----- INPUT DATA -----
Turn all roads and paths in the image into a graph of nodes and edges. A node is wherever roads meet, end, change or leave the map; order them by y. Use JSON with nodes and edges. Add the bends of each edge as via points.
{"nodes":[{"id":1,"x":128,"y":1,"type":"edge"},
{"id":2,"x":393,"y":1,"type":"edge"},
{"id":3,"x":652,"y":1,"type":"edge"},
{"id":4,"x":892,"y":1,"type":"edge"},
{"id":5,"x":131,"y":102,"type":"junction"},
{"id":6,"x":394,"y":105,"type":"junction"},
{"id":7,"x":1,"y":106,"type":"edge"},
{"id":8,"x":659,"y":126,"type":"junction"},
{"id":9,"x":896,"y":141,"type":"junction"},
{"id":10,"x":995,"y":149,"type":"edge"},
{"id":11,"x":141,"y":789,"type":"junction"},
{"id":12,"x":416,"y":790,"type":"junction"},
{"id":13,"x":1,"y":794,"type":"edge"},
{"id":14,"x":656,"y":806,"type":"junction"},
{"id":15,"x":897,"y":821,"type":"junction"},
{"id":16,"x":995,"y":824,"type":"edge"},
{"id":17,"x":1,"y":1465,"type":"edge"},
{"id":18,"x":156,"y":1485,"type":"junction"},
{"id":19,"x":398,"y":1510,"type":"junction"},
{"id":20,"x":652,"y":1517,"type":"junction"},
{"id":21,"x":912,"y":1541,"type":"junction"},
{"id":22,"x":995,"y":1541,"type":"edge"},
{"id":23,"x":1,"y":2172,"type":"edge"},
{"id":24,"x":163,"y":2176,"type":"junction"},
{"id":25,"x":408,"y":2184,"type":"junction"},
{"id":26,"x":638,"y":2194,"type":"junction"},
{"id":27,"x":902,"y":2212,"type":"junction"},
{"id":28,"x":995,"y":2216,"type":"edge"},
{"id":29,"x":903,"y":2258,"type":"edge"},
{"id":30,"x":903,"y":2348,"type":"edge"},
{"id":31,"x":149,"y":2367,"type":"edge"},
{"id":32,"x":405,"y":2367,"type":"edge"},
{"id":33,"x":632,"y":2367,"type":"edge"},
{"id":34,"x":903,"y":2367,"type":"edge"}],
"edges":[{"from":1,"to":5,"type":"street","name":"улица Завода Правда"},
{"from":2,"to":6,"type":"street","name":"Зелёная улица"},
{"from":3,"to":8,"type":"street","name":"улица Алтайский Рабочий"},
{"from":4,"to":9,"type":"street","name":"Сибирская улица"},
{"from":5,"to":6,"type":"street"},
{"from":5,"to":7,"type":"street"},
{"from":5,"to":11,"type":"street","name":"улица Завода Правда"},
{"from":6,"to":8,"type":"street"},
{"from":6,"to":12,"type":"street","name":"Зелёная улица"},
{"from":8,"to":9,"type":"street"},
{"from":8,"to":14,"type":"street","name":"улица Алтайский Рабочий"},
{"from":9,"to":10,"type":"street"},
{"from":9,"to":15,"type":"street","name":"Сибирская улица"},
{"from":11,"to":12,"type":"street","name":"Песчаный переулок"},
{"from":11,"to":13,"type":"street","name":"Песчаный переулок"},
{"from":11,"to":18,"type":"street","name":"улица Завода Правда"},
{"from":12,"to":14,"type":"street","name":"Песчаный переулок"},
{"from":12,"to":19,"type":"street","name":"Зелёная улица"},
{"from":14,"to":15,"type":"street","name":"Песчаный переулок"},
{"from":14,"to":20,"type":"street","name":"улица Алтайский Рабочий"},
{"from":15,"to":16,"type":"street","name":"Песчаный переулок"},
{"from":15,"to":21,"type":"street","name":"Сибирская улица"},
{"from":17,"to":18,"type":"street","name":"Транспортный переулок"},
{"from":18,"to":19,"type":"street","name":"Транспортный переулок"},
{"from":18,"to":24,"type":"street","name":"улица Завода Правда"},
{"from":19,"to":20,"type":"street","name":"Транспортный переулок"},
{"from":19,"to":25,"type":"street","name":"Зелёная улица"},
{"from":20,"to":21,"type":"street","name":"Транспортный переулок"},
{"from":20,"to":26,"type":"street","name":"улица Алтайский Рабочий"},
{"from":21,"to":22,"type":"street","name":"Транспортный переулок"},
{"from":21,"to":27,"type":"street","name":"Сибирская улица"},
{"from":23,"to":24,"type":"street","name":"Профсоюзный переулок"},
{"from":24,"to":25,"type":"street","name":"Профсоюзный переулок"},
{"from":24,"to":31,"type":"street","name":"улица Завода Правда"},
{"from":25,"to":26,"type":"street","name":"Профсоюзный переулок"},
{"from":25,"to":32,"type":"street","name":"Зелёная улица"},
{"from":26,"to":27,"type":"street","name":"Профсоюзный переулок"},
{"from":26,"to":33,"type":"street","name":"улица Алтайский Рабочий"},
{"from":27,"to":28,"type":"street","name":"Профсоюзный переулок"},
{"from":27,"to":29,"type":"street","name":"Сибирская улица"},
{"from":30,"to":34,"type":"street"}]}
-----
Each entry above is to be transcribed without alteration.

*SOLUTION*
Turn all roads and paths in the image into a graph of nodes and edges. A node is wherever roads meet, end, change or leave the map; order them by y. Use JSON with nodes and edges. Add the bends of each edge as via points.
{"nodes":[{"id":1,"x":128,"y":1,"type":"edge"},
{"id":2,"x":393,"y":1,"type":"edge"},
{"id":3,"x":652,"y":1,"type":"edge"},
{"id":4,"x":892,"y":1,"type":"edge"},
{"id":5,"x":131,"y":102,"type":"junction"},
{"id":6,"x":394,"y":105,"type":"junction"},
{"id":7,"x":1,"y":106,"type":"edge"},
{"id":8,"x":659,"y":126,"type":"junction"},
{"id":9,"x":896,"y":141,"type":"junction"},
{"id":10,"x":995,"y":149,"type":"edge"},
{"id":11,"x":141,"y":789,"type":"junction"},
{"id":12,"x":416,"y":790,"type":"junction"},
{"id":13,"x":1,"y":794,"type":"edge"},
{"id":14,"x":656,"y":806,"type":"junction"},
{"id":15,"x":897,"y":821,"type":"junction"},
{"id":16,"x":995,"y":824,"type":"edge"},
{"id":17,"x":1,"y":1465,"type":"edge"},
{"id":18,"x":156,"y":1485,"type":"junction"},
{"id":19,"x":398,"y":1510,"type":"junction"},
{"id":20,"x":652,"y":1517,"type":"junction"},
{"id":21,"x":912,"y":1541,"type":"junction"},
{"id":22,"x":995,"y":1541,"type":"edge"},
{"id":23,"x":1,"y":2172,"type":"edge"},
{"id":24,"x":163,"y":2176,"type":"junction"},
{"id":25,"x":408,"y":2184,"type":"junction"},
{"id":26,"x":638,"y":2194,"type":"junction"},
{"id":27,"x":902,"y":2212,"type":"junction"},
{"id":28,"x":995,"y":2216,"type":"edge"},
{"id":29,"x":903,"y":2258,"type":"edge"},
{"id":30,"x":903,"y":2348,"type":"edge"},
{"id":31,"x":149,"y":2367,"type":"edge"},
{"id":32,"x":405,"y":2367,"type":"edge"},
{"id":33,"x":632,"y":2367,"type":"edge"},
{"id":34,"x":903,"y":2367,"type":"edge"}],
"edges":[{"from":1,"to":5,"type":"street","name":"улица Завода Правда"},
{"from":2,"to":6,"type":"street","name":"Зелёная улица"},
{"from":3,"to":8,"type":"street","name":"улица Алтайский Рабочий"},
{"from":4,"to":9,"type":"street","name":"Сибирская улица"},
{"from":5,"to":6,"type":"street"},
{"from":5,"to":7,"type":"street"},
{"from":5,"to":11,"type":"street","name":"улица Завода Правда"},
{"from":6,"to":8,"type":"street"},
{"from":6,"to":12,"type":"street","name":"Зелёная улица"},
{"from":8,"to":9,"type":"street"},
{"from":8,"to":14,"type":"street","name":"улица Алтайский Рабочий"},
{"from":9,"to":10,"type":"street"},
{"from":9,"to":15,"type":"street","name":"Сибирская улица"},
{"from":11,"to":12,"type":"street","name":"Песчаный переулок"},
{"from":11,"to":13,"type":"street","name":"Песчаный переулок"},
{"from":11,"to":18,"type":"street","name":"улица Завода Правда"},
{"from":12,"to":14,"type":"street","name":"Песчаный переулок"},
{"from":12,"to":19,"type":"street","name":"Зелёная улица"},
{"from":14,"to":15,"type":"street","name":"Песчаный переулок"},
{"from":14,"to":20,"type":"street","name":"улица Алтайский Рабочий"},
{"from":15,"to":16,"type":"street","name":"Песчаный переулок"},
{"from":15,"to":21,"type":"street","name":"Сибирская улица"},
{"from":17,"to":18,"type":"street","name":"Транспортный переулок"},
{"from":18,"to":19,"type":"street","name":"Транспортный переулок"},
{"from":18,"to":24,"type":"street","name":"улица Завода Правда"},
{"from":19,"to":20,"type":"street","name":"Транспортный переулок"},
{"from":19,"to":25,"type":"street","name":"Зелёная улица"},
{"from":20,"to":21,"type":"street","name":"Транспортный переулок"},
{"from":20,"to":26,"type":"street","name":"улица Алтайский Рабочий"},
{"from":21,"to":22,"type":"street","name":"Транспортный переулок"},
{"from":21,"to":27,"type":"street","name":"Сибирская улица"},
{"from":23,"to":24,"type":"street","name":"Профсоюзный переулок"},
{"from":24,"to":25,"type":"street","name":"Профсоюзный переулок"},
{"from":24,"to":31,"type":"street","name":"улица Завода Правда"},
{"from":25,"to":26,"type":"street","name":"Профсоюзный переулок"},
{"from":25,"to":32,"type":"street","name":"Зелёная улица"},
{"from":26,"to":27,"type":"street","name":"Профсоюзный переулок"},
{"from":26,"to":33,"type":"street","name":"улица Алтайский Рабочий"},
{"from":27,"to":28,"type":"street","name":"Профсоюзный переулок"},
{"from":27,"to":29,"type":"street","name":"Сибирская улица"},
{"from":30,"to":34,"type":"street"}]}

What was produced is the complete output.